A small portion of the levy is used for Thomas’ salary and two seasonal, part-time workers. The rest is for maintenance and to run the leagues.

“If the levy fails, then the city will have to come out of either the general fund or somewhere else to fund getting grass cutting, equipment,” Thomas said. “Even the leagues, we do have registration fees, but you have to have operating costs covered before you get into the season. It would be a very big, substantial loss to the city if the levy were not passed. It will put a damper on another fund somewhere else.”

The city doesn’t track how many people use the parks every year, but Thomas notes that the spray park attracts 50 or more people a day during the summer months.

“And not just people from Ironton,” he said. “People come from out of town, use the spray park and then go eat somewhere. It’s very nice, it’s a big attraction.”

Ironton Mayor Katrina Keith said that without a recreation levy, the general fund is unable to maintain the parks.

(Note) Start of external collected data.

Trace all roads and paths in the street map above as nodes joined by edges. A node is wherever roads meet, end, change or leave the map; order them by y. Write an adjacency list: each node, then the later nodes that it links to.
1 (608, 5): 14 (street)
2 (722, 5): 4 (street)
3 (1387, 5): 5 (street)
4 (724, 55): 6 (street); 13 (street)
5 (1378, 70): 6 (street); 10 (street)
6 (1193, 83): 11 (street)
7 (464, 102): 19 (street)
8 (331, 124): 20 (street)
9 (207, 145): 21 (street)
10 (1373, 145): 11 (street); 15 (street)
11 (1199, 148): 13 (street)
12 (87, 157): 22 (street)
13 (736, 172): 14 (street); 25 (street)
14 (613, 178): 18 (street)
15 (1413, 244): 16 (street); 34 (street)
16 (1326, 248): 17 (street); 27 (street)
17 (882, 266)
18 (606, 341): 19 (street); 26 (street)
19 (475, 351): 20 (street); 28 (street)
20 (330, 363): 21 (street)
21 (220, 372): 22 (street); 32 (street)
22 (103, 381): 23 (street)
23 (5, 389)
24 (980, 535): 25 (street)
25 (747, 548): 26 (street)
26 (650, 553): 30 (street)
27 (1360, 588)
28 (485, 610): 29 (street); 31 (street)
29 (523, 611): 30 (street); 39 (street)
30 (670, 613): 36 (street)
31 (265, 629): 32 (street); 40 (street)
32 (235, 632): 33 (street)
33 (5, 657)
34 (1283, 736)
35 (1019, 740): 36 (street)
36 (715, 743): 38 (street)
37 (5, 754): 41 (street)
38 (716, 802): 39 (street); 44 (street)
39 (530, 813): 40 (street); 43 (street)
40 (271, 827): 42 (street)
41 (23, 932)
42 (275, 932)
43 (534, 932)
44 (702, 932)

“Once the equipment breaks, I cant foresee purchasing new equipment. The only maintenance that we will be able to provide is cutting the grass,” she said. “And that will be a chore since we don’t have adequate staff to perform these services.”

She added that they would no longer have the funds necessary to offer youth basketball in the winter and the city could face the possibility of losing the spray park.

“It’s imperative we pass this levy,” Keith said. “Providing an active recreation department we are able to help empower our youth, in-still positive attitudes, self discipline and self control. With so many cuts being made to the city’s workforce in the past, I would hate to have to now cut recreation services for our children.”